Questions of Masculinity and Beauty in the Jopok Films A Bittersweet Life (2005) and The Man From Nowhere (2010)

By Rowena Santos Aquino

The Jopok Film

In June 1990, Im Kwon-taek released the first film of what would become The General’s Son series (1990-1992).  The General’s Son singlehandedly revived the jopok, or organised crime, film in South Korean cinema, following a drought that stretched back to the 1970s and early 1980s.  Significantly, in October 1990 the South Korean government declared war on organised crime and proceeded to conduct raids on various criminal organisations and arrest leaders of the principally family-led businesses throughout the country.  Though government raids and arrests occurred following the release of The General’s Son, it is interesting to imagine that headlines about real-life jopok members fed into the ongoing interest in the film and the rest of the series, and contributed to making it a box-office hit.  One need only recall the classic Hollywood gangster triptych of Little Caesar (1930, Mervyn LeRoy), The Public Enemy (1931, William A. Wellman), and Scarface (1932, Howard Hawks) to think of a scenario of crime headlines, film production, and the box-office informing each other in such a way.

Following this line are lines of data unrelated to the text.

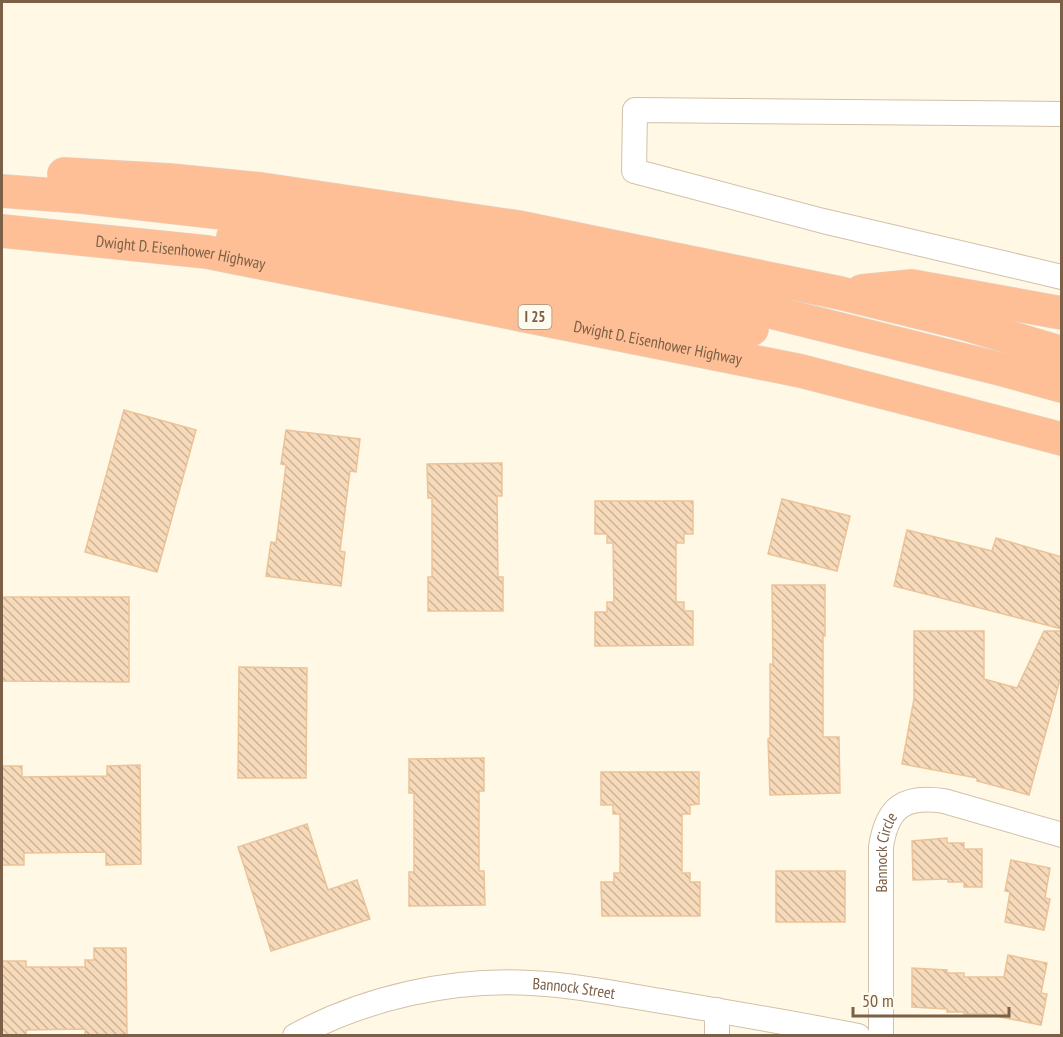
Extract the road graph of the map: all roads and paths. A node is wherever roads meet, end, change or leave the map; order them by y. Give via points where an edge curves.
1 (1062, 114) edge
2 (2, 171) edge
3 (2, 191) edge
4 (2, 214) edge
5 (2, 231) edge
6 (1062, 277) edge
7 (840, 293) junction
8 (1062, 313) edge
9 (1062, 352) edge
10 (1062, 386) edge
11 (1062, 409) edge
12 (1062, 439) edge
13 (1062, 835) edge
14 (717, 1010) junction
15 (295, 1035) edge
16 (717, 1035) edge
17 (858, 1035) edge
18 (881, 1035) edge

1 - 6 street via 635,110 634,171 823,221
2 - 7 highway via 169,180 273,191 518,227
3 - 10 highway via 328,225 608,272
4 - 11 highway via 248,238 514,281 750,329
5 - 12 highway, Dwight D. Eisenhower Highway / I 25 via 207,252 801,371
7 - 8 highway via 912,286
7 - 9 highway
13 - 18 street, Bannock Circle via 944,801 911,800 896,810 881,847
14 - 15 street, Bannock Street via 559,985 482,984 368,1004
14 - 16 street
14 - 17 street, Bannock Street

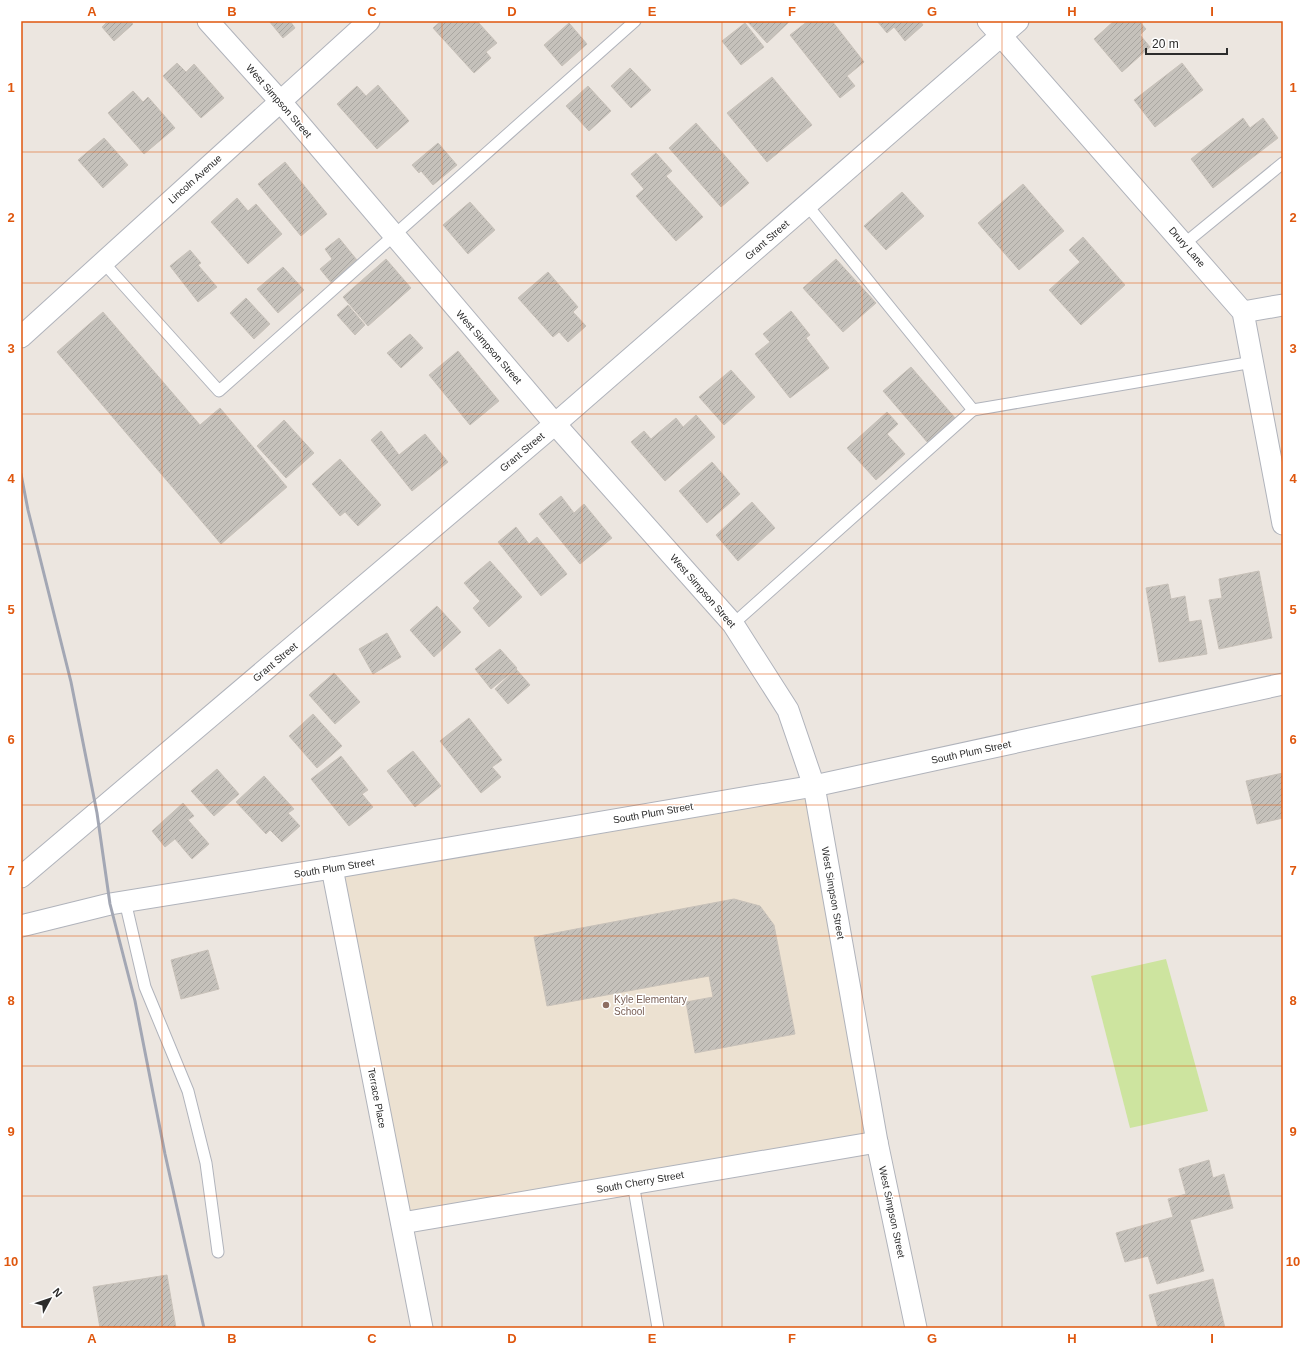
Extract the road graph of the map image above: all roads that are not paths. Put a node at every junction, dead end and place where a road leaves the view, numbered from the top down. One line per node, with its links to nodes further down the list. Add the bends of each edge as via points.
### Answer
1 (208, 21): 6 (street, West Simpson Street)
2 (369, 21): 6 (street, Lincoln Avenue)
3 (634, 21): 9 (lane)
4 (1018, 21): 5 (street, Grant Street)
5 (994, 28): 8 (street, Grant Street); 10 (street, Drury Lane)
6 (280, 101): 9 (street, West Simpson Street); 11 (street, Lincoln Avenue)
7 (1283, 163): 10 (lane)
8 (807, 204): 16 (lane); 17 (street, Grant Street)
9 (393, 235): 11 (lane, via 219,391); 17 (street, West Simpson Street)
10 (1184, 244): 13 (street, Drury Lane)
11 (103, 262): 14 (street, Lincoln Avenue)
12 (1283, 305): 13 (street)
13 (1243, 312): 15 (street, Drury Lane)
14 (21, 337)
15 (1253, 362): 16 (lane); 18 (street, Drury Lane)
16 (973, 410): 20 (lane)
17 (555, 424): 20 (street, West Simpson Street); 24 (street, Grant Street)
18 (1281, 501): 19 (street, Drury Lane)
19 (1283, 524)
20 (733, 624): 22 (street, West Simpson Street, via 788,710)
21 (1283, 684): 22 (street, South Plum Street)
22 (814, 786): 23 (street, South Plum Street); 27 (street, West Simpson Street)
23 (332, 868): 25 (street, South Plum Street); 29 (street, Terrace Place)
24 (21, 877)
25 (125, 902): 26 (street, South Plum Street); 30 (lane, via 145,987 188,1091 206,1163)
26 (21, 926)
27 (877, 1142): 28 (street, South Cherry Street); 33 (street, West Simpson Street)
28 (633, 1183): 29 (street, South Cherry Street); 32 (lane)
29 (402, 1223): 31 (street, Terrace Place)
30 (218, 1252)
31 (422, 1328)
32 (658, 1328)
33 (916, 1328)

Chow Yun-fat in The Killer (1989)

According to Jinsoo An, more immediately in the mind of director Im Kwon-taek in making The General’s Son series was the idea of reviving the screen image of Korean masculinity.  This idea was partly triggered by the highly popular and influential 1980s and 1990s Hong Kong action and Triad films – courtesy of filmmakers John Woo, Johnnie To, and Ringo Lam, among others – which began to be distributed in South Korea at the time.  Looming large above all other idealised images of cool, handsome, and individualistic masculinity was Chow Yun-fat.  With Chow’s height and tragic-manic persona in Woo’s films, he literally and metaphorically loomed over his male costars such as Leslie Cheung and Tony Leung.

Of course, the interesting detail is that John Woo modeled Chow Yun-fat’s walk, dress, and overall performance after the French actor Alain Delon and the crime noir films he did with Jean-Pierre Melville, especially Le samouraï (1967).  In turn, Melville was inspired by Alan Ladd’s portrayal of an assassin in the Hollywood film This Gun For Hire (1942, Frank Tuttle) for Le samouraï.  In these two films, Ladd and Delon personify assassins whose otherworldly physical beauty creates a compelling tension with their criminal profession and stoicism in the face of killing and death.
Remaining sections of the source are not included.